Боюсь, что уже и сказываются последствия этого принижения. Как много вижу я людей, не ожидающих ничего великого от будущего России, ничего, кроме какого-нибудь парламента, кое-каких вольностей, и для достижения этих пустячков они возлагают свои надежды на убийства да меры насилия...
На мой взгляд, все ложно в этой прискорбной оценке положения вещей. Ложен, во-первых, ее пессимизм, потому что если есть страна, от которой можно ожидать пышного развития своеобразной культуры, — то это, конечно, Россия. Во-вторых, надежды на политические убийства обличают полное непонимание законов общественности. Кинжал и динамит способны только запутывать всякое положение. Распутать его способны лишь идеи — здоровые, положительные, умеющие указать России дорогу не для пролития крови, а для развития силы. Нужно иметь идею созидательную, идею социального творчества. Только тогда стоит толковать о политических вольностях”.
Вот, собственно, каков был краткий ряд размышлений, который вызвал против меня страстный поход революционеров, не стеснявшихся ничем, чтобы меня уничтожить. Их особенно возмущало, как я осмелился открыто заявить об изменении своих взглядов. “Разве вы не могли молчать”, — слышал я со всех сторон. Я отвечал брошюрой “Почему я перестал быть революционером”, которую и воспроизвожу в подлинности на нижеследующих страницах.
Эта брошюра имела два приложения, которых содержание, с дополнительными объяснениями, я излагаю теперь в приложении № 1.

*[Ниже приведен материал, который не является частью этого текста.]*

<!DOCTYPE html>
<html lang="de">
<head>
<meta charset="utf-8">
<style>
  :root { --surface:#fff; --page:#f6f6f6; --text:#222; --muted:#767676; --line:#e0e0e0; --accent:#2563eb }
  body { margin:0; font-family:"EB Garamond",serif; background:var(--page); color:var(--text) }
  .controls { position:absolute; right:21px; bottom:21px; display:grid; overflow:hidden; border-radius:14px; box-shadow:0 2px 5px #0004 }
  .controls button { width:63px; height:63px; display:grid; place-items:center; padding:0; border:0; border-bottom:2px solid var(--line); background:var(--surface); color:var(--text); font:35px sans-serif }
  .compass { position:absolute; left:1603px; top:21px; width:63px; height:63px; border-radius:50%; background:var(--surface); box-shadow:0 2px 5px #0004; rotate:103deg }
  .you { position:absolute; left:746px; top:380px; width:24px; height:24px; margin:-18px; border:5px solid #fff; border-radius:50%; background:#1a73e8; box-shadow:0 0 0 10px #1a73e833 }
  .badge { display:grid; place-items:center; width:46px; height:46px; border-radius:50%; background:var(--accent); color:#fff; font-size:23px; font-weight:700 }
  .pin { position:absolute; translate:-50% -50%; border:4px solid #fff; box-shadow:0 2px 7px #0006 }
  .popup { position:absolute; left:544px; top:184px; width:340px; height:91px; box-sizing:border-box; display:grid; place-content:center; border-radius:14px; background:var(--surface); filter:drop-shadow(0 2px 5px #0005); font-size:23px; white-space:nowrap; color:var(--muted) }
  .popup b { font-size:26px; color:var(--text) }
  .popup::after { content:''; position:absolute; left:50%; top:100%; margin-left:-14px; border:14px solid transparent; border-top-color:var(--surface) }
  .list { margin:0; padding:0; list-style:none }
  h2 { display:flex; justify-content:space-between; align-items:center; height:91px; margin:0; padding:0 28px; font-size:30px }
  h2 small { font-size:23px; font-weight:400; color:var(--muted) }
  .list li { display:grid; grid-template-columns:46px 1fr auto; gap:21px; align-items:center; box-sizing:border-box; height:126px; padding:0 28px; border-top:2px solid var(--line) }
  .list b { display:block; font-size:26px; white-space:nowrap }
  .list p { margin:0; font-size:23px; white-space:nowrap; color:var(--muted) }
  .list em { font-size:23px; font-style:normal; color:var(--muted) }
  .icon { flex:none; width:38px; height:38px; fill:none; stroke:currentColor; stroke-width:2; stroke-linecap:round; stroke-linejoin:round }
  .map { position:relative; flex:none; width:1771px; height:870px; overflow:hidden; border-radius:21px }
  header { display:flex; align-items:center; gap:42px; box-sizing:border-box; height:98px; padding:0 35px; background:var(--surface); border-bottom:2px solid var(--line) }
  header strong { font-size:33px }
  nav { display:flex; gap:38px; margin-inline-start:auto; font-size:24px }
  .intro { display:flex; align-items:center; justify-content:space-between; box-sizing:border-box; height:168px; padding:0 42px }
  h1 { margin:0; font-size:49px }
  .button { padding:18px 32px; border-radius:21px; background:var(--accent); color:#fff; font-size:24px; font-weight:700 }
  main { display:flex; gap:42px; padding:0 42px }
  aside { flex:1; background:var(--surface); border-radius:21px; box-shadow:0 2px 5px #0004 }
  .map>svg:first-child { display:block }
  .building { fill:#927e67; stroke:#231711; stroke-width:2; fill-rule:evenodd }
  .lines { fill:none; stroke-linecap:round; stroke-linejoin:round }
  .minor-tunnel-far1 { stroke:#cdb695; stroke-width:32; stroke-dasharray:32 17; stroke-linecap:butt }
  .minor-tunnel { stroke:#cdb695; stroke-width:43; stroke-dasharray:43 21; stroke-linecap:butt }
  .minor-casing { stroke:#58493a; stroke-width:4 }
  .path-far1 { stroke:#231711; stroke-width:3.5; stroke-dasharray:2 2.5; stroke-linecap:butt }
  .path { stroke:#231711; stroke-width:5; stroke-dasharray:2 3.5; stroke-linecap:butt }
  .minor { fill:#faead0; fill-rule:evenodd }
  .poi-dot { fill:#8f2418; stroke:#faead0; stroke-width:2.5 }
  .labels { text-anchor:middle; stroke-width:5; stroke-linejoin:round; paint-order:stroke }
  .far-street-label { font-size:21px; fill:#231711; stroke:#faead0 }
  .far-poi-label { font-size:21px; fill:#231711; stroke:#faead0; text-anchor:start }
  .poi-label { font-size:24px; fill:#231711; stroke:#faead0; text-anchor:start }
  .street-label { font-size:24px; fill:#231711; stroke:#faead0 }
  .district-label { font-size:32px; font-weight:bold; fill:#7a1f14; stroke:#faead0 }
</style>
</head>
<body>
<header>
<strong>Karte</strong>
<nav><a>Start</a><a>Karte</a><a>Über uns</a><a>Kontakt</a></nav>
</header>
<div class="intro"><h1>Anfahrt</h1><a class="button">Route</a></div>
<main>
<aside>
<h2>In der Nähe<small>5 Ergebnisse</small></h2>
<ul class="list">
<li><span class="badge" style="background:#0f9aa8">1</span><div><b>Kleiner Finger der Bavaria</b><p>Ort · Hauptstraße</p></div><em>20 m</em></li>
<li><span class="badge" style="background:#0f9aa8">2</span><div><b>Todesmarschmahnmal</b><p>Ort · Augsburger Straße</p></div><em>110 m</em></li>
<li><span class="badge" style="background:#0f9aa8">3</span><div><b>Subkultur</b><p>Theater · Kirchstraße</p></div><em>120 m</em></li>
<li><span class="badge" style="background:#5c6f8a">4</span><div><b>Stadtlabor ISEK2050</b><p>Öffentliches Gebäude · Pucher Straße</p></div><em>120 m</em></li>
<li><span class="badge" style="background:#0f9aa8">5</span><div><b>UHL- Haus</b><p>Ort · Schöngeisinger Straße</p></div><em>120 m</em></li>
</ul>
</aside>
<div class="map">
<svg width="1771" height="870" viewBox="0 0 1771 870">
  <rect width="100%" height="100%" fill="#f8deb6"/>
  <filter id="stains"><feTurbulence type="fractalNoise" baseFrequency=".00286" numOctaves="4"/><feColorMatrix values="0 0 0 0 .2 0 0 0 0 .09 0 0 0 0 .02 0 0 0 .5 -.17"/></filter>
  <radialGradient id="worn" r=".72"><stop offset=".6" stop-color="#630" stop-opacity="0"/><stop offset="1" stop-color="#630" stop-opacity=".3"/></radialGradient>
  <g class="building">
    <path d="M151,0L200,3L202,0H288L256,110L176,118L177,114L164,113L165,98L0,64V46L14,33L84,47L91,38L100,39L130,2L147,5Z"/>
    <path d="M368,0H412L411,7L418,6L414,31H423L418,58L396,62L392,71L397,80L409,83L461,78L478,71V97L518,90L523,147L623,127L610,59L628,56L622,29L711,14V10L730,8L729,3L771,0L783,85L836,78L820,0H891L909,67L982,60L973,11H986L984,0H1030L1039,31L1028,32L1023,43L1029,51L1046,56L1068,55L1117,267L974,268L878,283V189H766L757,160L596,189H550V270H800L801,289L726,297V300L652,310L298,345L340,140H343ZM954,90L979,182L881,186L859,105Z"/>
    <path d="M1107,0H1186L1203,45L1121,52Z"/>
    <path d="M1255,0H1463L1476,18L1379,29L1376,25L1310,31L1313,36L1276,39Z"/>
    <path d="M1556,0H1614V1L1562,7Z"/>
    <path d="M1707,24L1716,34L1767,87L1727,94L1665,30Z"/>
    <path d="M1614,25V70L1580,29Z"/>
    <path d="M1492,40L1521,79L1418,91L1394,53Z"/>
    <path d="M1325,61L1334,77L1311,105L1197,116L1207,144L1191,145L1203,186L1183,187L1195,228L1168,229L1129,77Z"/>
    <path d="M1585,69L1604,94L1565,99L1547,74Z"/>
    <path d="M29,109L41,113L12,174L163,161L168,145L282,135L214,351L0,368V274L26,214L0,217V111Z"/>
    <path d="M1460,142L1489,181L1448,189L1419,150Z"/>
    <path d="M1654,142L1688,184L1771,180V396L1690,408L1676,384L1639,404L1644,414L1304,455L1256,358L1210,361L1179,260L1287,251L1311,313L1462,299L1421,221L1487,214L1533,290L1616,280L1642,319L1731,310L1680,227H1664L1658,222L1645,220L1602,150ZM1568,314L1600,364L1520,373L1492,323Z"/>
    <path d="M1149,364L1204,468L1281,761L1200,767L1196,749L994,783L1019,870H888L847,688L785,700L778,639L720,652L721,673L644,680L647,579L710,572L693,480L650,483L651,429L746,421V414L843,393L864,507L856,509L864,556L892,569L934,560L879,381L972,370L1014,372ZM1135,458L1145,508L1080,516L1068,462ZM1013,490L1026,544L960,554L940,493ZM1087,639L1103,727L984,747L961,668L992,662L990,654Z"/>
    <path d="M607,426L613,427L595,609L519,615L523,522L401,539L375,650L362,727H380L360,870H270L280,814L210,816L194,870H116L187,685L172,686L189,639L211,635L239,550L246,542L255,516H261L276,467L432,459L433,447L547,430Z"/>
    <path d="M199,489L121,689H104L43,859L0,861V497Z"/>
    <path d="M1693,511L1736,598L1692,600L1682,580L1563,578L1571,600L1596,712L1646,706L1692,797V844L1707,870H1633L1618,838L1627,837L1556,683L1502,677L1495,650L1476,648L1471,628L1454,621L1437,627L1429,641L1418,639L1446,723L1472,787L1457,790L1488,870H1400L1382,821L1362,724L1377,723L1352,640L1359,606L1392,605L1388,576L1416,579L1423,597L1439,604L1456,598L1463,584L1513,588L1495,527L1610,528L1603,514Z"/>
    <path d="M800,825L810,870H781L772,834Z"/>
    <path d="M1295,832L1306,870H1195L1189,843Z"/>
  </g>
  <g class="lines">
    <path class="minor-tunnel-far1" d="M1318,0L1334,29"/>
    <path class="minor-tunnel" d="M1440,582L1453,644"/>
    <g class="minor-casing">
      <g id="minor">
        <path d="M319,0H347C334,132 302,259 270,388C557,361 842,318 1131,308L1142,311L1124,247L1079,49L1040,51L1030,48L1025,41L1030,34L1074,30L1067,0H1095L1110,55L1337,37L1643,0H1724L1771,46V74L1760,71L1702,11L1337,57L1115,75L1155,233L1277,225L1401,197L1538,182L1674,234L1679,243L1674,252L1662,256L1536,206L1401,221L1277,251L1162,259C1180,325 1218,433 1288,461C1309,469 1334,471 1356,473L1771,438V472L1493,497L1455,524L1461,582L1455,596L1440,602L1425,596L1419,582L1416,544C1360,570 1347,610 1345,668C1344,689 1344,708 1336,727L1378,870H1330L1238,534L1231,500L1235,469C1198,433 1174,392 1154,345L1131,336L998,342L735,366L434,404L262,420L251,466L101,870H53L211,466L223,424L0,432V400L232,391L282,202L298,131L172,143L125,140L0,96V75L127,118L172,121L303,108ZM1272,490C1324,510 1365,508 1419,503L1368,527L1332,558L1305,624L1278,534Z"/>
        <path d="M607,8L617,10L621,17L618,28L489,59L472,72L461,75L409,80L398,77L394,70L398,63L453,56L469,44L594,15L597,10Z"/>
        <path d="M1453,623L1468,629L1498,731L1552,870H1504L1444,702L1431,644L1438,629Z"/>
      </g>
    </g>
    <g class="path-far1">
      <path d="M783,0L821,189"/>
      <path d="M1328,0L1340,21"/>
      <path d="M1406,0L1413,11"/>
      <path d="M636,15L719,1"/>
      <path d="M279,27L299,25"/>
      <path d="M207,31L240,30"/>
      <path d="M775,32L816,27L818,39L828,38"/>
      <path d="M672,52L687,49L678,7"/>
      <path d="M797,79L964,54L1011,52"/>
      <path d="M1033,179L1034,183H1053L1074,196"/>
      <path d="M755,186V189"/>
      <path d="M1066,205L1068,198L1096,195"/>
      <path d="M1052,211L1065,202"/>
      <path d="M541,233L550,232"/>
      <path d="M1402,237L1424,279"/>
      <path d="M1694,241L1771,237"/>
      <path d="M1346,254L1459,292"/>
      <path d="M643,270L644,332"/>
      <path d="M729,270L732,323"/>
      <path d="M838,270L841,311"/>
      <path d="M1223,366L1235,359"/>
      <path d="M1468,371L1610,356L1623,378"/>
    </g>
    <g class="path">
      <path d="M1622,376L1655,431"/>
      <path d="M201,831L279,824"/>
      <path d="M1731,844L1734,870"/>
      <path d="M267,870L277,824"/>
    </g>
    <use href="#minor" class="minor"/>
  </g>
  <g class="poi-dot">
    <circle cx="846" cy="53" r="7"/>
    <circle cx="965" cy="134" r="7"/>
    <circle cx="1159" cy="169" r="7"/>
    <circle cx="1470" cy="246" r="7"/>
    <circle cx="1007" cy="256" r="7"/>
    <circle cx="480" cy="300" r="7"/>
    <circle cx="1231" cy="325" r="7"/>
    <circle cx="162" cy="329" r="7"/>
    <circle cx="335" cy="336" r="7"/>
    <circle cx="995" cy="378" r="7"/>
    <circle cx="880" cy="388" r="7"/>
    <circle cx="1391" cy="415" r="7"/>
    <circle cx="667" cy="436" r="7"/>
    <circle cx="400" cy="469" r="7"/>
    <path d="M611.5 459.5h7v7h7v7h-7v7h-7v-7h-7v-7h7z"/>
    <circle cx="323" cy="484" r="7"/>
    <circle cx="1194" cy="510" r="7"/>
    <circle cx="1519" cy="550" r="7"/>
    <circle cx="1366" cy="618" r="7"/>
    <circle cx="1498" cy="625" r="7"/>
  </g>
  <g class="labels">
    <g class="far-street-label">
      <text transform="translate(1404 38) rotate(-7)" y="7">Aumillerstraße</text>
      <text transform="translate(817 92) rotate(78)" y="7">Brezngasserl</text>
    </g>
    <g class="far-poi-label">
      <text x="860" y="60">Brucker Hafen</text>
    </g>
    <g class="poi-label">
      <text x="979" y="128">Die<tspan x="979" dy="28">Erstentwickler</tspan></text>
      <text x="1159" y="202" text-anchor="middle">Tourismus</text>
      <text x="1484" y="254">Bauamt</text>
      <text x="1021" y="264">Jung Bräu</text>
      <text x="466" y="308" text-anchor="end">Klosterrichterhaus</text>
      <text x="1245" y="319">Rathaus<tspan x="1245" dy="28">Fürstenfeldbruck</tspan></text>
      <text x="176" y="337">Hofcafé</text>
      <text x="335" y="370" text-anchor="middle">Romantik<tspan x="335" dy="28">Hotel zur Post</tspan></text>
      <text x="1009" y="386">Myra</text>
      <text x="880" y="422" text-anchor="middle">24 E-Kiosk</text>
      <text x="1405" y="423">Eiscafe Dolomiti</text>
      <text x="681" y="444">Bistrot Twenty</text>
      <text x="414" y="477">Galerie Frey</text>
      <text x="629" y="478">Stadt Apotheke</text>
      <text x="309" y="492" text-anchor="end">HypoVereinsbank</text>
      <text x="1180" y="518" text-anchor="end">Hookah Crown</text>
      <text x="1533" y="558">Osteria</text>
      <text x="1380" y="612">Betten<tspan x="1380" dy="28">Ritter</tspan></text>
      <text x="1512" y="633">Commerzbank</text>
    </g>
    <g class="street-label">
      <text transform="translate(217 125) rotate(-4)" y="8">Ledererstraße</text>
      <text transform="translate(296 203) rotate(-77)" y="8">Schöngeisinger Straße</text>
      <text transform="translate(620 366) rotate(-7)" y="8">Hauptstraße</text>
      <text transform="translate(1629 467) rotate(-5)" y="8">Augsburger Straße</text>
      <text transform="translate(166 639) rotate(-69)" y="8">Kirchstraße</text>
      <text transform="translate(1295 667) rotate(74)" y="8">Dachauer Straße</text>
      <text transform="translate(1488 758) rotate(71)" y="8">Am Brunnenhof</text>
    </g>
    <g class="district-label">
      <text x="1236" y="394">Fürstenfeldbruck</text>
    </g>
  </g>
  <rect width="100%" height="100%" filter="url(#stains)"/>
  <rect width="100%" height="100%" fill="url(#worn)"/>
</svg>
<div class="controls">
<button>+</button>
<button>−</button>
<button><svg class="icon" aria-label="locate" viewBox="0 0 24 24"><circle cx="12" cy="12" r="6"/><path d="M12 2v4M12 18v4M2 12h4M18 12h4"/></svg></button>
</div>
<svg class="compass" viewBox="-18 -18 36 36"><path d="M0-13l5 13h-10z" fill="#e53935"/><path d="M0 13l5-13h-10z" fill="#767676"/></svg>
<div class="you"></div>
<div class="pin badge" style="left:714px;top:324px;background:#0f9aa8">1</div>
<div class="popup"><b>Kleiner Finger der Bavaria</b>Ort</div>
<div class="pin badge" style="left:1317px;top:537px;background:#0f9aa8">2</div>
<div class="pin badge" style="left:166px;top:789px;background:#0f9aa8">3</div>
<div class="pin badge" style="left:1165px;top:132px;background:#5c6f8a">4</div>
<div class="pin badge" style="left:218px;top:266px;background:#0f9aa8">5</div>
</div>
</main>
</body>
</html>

Сверх того, помещаю в приложении № 2 свой ответ на возбужденную против меня полемику эмигрантов, так как этот ответ составляет естественное дополнение к брошюре 1888 года. Он был напечатан в “Московских ведомостях” в 1889 году.
2 сентября 1895 г.
ПОЧЕМУ Я ПЕРЕСТАЛ БЫТЬ РЕВОЛЮЦИОНЕРОМ
Исправленный текст 1888 года
I
Если бы мой скептицизм в отношении различных основ нашего революционного миросозерцания не пробудился уже давно, то он, конечно, был бы пробужден теперь, когда я в таких резких формах наблюдаю легкость и быстроту, с которой революционные направления закостеневают до полного староверия. Всякое явление, разумеется, кончает смертью, а перед тем переживает период старчества, минерализации. Но доходит до него так быстро, еще ничего не сделавши, даже не выйдя из хаоса внутренних противоречий, словом, не сложившись еще даже, — это, без сомнения, показывает крайнюю скудость жизненных сил в самом зародыше явления. Я наблюдаю такую картину на отдельных примерах, но они мне напоминают многочисленные аналогии.
Моя уверенность, что я стою теперь на верном пути, только возрастает, когда я прислушиваюсь к упрекам, раздающимся против меня, и наблюдаю действия, о которых полезнее будет поговорить когда-нибудь посмертно, на страницах тогдашней “Русской старины”.
Меня упрекают в тысяче вещей: почему я не говорил, почему не молчал, почему не подождал, почему бросил партию и т. д. Отвечать на большинство этих упреков не имеет смысла, потому что в них сказывается просто различие точек зрения на нравственные права и обязанности человека. Замечу только, что в этом отношении я, собственно, нисколько не изменился и смотрю так же, как смотрел всегда. Есть, однако, кое-что, требующее ответа.
Меня упрекают: почему я не молчал? Мне говорят: вы должны молчать... Я знаю, это обычное явление: многие, достигшие некоторого опыта и возраста, перестают верить в свои прежние основы и мечты — но молчат! Они не делятся опытом с молодежью, замечая: “Зачем разочаровывать? Сам ничего не делаешь — не мешай другим!” Есть и такие, у которых причина верности старому заключается во внутреннем крике сожаления о погибшей жизни: “Как, неужели эти пять или десять лет были ошибкой? За что же положил я столько сил, за что отказался от того-то и того-то... Не может быть!” Глубоко трагично это положение, оно не может не возбуждать жалости. Но, сознавая причины малодушия и даже лично прощая его, нельзя забывать и того, что оно несет тяжелую ответственность за гибель молодых сил, за бесплодность наших “движений”. Я считаю обязанностью поступить иначе. Когда я верил, что да, я говорил — “да”; когда думаю, что нет, я и говорю — “нет”. Я писал программы в двадцать лет; теперь, когда мне почти сорок, я был бы весьма плохого о себе мнения, если бы побоялся своих двадцатилетних сочинений или не умел сказать ничего умнее их. Послушает ли кто-нибудь меня — это вопрос иной, но обязанность моя совершенно ясна.